> [WORK TO COMPLETE]:
Nothing should be omitted: restate the full listing word for word.

================================

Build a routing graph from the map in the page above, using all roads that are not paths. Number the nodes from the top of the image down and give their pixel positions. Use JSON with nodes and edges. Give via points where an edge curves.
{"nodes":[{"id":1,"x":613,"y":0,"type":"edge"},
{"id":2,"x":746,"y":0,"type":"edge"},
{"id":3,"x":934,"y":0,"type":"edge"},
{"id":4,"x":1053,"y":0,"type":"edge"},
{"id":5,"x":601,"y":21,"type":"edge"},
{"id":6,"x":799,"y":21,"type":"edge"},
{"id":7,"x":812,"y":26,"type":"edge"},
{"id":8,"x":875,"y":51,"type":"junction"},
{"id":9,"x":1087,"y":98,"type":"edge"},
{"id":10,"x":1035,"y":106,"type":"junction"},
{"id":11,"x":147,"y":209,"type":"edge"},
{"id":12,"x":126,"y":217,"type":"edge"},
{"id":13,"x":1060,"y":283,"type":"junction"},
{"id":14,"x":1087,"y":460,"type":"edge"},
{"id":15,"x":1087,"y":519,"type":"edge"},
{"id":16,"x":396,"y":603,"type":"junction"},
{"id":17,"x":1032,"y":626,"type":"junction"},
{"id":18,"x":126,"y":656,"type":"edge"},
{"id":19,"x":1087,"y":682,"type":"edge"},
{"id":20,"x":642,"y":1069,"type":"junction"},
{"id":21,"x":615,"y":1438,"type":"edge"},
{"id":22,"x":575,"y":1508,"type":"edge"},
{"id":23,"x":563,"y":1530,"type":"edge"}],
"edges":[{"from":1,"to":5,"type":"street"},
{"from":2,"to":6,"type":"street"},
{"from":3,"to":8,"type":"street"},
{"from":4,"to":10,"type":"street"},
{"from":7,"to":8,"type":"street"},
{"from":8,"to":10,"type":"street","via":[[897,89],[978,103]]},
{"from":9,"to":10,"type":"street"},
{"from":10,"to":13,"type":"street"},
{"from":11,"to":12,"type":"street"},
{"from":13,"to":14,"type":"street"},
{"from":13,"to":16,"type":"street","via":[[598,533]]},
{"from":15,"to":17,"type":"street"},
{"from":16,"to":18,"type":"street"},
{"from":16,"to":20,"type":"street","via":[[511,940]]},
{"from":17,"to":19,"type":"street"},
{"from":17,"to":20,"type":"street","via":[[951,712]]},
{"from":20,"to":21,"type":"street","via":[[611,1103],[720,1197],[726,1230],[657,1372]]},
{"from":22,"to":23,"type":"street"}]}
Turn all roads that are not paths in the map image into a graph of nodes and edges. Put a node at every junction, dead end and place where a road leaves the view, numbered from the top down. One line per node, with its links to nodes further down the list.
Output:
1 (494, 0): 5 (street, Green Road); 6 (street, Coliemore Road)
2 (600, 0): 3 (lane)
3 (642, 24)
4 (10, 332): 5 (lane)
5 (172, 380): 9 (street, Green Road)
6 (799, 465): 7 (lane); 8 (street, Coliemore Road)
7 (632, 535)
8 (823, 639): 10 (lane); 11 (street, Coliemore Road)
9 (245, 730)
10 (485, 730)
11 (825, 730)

================================

> [ANSWER TO THIS PROBLEM]:
Build a routing graph from the map in the page above, using all roads that are not paths. Number the nodes from the top of the image down and give their pixel positions. Use JSON with nodes and edges. Give via points where an edge curves.
{"nodes":[{"id":1,"x":613,"y":0,"type":"edge"},
{"id":2,"x":746,"y":0,"type":"edge"},
{"id":3,"x":934,"y":0,"type":"edge"},
{"id":4,"x":1053,"y":0,"type":"edge"},
{"id":5,"x":601,"y":21,"type":"edge"},
{"id":6,"x":799,"y":21,"type":"edge"},
{"id":7,"x":812,"y":26,"type":"edge"},
{"id":8,"x":875,"y":51,"type":"junction"},
{"id":9,"x":1087,"y":98,"type":"edge"},
{"id":10,"x":1035,"y":106,"type":"junction"},
{"id":11,"x":147,"y":209,"type":"edge"},
{"id":12,"x":126,"y":217,"type":"edge"},
{"id":13,"x":1060,"y":283,"type":"junction"},
{"id":14,"x":1087,"y":460,"type":"edge"},
{"id":15,"x":1087,"y":519,"type":"edge"},
{"id":16,"x":396,"y":603,"type":"junction"},
{"id":17,"x":1032,"y":626,"type":"junction"},
{"id":18,"x":126,"y":656,"type":"edge"},
{"id":19,"x":1087,"y":682,"type":"edge"},
{"id":20,"x":642,"y":1069,"type":"junction"},
{"id":21,"x":615,"y":1438,"type":"edge"},
{"id":22,"x":575,"y":1508,"type":"edge"},
{"id":23,"x":563,"y":1530,"type":"edge"}],
"edges":[{"from":1,"to":5,"type":"street"},
{"from":2,"to":6,"type":"street"},
{"from":3,"to":8,"type":"street"},
{"from":4,"to":10,"type":"street"},
{"from":7,"to":8,"type":"street"},
{"from":8,"to":10,"type":"street","via":[[897,89],[978,103]]},
{"from":9,"to":10,"type":"street"},
{"from":10,"to":13,"type":"street"},
{"from":11,"to":12,"type":"street"},
{"from":13,"to":14,"type":"street"},
{"from":13,"to":16,"type":"street","via":[[598,533]]},
{"from":15,"to":17,"type":"street"},
{"from":16,"to":18,"type":"street"},
{"from":16,"to":20,"type":"street","via":[[511,940]]},
{"from":17,"to":19,"type":"street"},
{"from":17,"to":20,"type":"street","via":[[951,712]]},
{"from":20,"to":21,"type":"street","via":[[611,1103],[720,1197],[726,1230],[657,1372]]},
{"from":22,"to":23,"type":"street"}]}
Turn all roads that are not paths in the map image into a graph of nodes and edges. Put a node at every junction, dead end and place where a road leaves the view, numbered from the top down. One line per node, with its links to nodes further down the list.
Output:
1 (494, 0): 5 (street, Green Road); 6 (street, Coliemore Road)
2 (600, 0): 3 (lane)
3 (642, 24)
4 (10, 332): 5 (lane)
5 (172, 380): 9 (street, Green Road)
6 (799, 465): 7 (lane); 8 (street, Coliemore Road)
7 (632, 535)
8 (823, 639): 10 (lane); 11 (street, Coliemore Road)
9 (245, 730)
10 (485, 730)
11 (825, 730)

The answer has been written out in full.